Chastain reviewed the literature looking at the use of beta-lactams as adjunctive therapy for Staphylococcus aureus, and presented his findings at IDWeek last month.2
One of the novel approaches is to consider prescribing combination therapy earlier in the treatment cycle.
“Given the presentation, given the severity of the illness, why not add combination therapy up front? Once you have a blood culture that has staphylococcus species before you know that it's MSSA or MRSA, there are certainly some older data that supports a beta-lactams from start to finish, having improved outcomes compared to deescalating from vancomycin to a beta-lactam,” Chastain said. “So if we could start with vancomycin, adaptomycin, in addition to either a cefazolin or an antistaphylococci penicillin, perhaps we're able to better impact that patient's care up front and maybe decrease the risk of complicated Staph aureus bacteria later on down the road.”
He sees another potential benefit in risk stratification looking at patient presentation, which may help identify who would be a better candidate for combination therapy. Chastain notes there does not appear to be a reduction in mortality in the literature. “Most of them don't result in mortality benefit, which is really interesting, despite improvements in time to blood culture sterilization or decreased risk of recurrence or persistent Staph aureus bacteremia.”
“I think the lack of mortality benefit is largely from the fact that most of our clinical trials that we have now include a wide variety of patients with diverse sources. So some may have catheter-related infections; whereas others may have bone or joint involvement. Some may have endovascular [infections], so if we're able to better risk stratify, perhaps upfront, through biomarkers or certain sub phenotypes, then perhaps, maybe we can better affect their care overall, and actually figure out who could benefit from that combination therapy.”

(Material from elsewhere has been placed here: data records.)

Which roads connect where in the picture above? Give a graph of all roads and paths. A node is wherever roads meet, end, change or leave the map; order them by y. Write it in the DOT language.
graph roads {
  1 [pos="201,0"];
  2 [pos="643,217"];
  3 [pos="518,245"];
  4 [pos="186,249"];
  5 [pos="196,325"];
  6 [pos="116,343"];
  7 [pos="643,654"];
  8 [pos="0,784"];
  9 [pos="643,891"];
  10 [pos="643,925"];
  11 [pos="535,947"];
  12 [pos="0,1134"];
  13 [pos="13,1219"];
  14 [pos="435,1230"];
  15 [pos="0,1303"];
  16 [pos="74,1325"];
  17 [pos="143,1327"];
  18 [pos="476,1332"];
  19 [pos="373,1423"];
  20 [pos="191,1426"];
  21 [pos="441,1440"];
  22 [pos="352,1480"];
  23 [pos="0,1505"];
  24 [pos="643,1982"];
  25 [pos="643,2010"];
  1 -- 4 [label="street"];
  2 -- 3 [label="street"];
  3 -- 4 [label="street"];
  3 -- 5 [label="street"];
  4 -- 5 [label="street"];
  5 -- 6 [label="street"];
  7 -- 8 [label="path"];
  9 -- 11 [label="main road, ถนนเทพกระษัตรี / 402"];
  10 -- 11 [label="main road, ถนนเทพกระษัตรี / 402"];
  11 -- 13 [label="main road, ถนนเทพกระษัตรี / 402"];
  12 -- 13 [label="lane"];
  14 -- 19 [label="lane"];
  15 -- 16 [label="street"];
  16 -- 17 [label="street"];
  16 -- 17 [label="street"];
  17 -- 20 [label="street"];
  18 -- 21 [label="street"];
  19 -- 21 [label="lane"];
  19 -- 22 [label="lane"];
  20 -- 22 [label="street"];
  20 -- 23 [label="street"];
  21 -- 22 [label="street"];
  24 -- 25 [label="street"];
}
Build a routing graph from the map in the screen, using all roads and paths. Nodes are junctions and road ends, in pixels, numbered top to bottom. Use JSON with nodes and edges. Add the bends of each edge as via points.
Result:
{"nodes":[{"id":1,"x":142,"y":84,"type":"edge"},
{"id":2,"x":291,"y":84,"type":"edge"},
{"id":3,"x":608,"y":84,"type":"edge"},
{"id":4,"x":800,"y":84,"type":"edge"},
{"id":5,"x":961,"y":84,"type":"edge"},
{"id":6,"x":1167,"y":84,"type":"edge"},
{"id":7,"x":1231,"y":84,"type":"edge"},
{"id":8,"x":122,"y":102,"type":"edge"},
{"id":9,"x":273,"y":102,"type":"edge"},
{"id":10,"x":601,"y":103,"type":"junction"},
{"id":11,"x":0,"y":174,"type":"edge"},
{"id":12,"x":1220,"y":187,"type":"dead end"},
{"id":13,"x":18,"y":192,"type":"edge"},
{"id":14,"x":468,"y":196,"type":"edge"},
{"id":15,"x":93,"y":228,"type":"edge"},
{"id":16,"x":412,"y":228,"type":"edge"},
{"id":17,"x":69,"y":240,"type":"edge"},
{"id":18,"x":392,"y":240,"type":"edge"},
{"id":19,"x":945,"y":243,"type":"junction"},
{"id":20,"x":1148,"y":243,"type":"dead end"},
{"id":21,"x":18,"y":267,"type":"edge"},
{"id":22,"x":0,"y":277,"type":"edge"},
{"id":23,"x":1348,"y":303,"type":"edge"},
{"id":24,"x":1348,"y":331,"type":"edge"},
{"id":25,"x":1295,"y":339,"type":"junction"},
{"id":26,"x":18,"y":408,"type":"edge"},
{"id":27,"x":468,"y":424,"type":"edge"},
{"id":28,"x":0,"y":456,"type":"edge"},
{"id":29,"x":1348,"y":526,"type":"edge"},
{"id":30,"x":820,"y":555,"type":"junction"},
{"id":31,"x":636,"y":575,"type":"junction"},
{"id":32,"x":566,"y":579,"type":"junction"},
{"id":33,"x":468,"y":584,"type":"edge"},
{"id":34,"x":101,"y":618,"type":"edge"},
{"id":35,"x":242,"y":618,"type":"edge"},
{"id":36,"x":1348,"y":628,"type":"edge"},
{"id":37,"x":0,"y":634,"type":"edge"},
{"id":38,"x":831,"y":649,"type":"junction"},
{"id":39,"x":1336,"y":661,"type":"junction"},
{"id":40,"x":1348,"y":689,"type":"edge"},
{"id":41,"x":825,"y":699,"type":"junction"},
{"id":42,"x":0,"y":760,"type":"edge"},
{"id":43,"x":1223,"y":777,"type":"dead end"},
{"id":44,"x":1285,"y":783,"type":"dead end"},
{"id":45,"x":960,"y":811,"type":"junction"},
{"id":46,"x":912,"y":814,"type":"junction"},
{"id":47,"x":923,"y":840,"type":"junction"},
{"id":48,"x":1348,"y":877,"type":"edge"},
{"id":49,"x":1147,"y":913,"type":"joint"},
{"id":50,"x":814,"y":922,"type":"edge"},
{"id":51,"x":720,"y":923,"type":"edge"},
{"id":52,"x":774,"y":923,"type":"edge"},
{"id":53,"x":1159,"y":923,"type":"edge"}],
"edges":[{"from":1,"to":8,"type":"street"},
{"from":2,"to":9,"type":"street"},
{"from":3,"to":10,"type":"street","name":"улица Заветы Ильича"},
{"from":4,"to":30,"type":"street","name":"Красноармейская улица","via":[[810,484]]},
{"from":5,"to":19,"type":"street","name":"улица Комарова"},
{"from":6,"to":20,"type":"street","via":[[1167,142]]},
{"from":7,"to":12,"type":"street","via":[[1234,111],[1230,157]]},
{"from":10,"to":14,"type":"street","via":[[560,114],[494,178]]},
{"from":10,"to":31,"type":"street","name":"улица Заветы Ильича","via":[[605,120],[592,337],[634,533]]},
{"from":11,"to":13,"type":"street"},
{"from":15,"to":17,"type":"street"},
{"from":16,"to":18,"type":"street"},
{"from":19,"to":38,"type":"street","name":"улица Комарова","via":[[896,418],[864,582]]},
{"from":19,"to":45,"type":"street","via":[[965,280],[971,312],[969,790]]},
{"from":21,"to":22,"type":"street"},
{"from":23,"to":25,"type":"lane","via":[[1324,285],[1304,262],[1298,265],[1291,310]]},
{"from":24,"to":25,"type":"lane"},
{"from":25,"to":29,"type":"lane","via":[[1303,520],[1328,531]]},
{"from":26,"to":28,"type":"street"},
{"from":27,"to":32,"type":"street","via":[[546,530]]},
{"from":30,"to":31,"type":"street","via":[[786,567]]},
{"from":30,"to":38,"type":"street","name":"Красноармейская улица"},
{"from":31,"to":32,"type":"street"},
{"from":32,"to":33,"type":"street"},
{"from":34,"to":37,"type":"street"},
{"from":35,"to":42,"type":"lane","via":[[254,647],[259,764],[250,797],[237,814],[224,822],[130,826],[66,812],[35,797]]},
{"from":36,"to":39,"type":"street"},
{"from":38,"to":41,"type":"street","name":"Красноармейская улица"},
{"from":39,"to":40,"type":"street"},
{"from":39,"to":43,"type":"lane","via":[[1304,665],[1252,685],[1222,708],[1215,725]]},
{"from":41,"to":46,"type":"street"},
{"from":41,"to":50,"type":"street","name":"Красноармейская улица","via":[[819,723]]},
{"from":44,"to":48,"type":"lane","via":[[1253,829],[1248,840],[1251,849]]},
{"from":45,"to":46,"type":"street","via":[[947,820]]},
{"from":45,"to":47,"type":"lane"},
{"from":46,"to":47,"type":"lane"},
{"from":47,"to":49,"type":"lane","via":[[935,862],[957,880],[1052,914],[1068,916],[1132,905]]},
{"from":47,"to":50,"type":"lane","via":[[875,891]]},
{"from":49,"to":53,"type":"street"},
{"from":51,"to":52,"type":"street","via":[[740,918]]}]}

He does believe in exercising caution when considering adjunctive therapy.
“I think that of the data that we have, early combination therapy for patients that are at high risk for poor outcomes, so high risk for complicated Staph aureus bacteremia or high risk for mortality, will hopefully certainly improve patient outcomes,” Chastain said. “And then the only thing I would add is that there are some door framework and radar analysis that have been done to suggest that perhaps patients don't always have the greatest experience with combination therapy. So, I think it's important that we balance being a little bit more aggressive with treatment as well as what the patient experiences, and taking that whole entire process into account as we try to treat these patients.”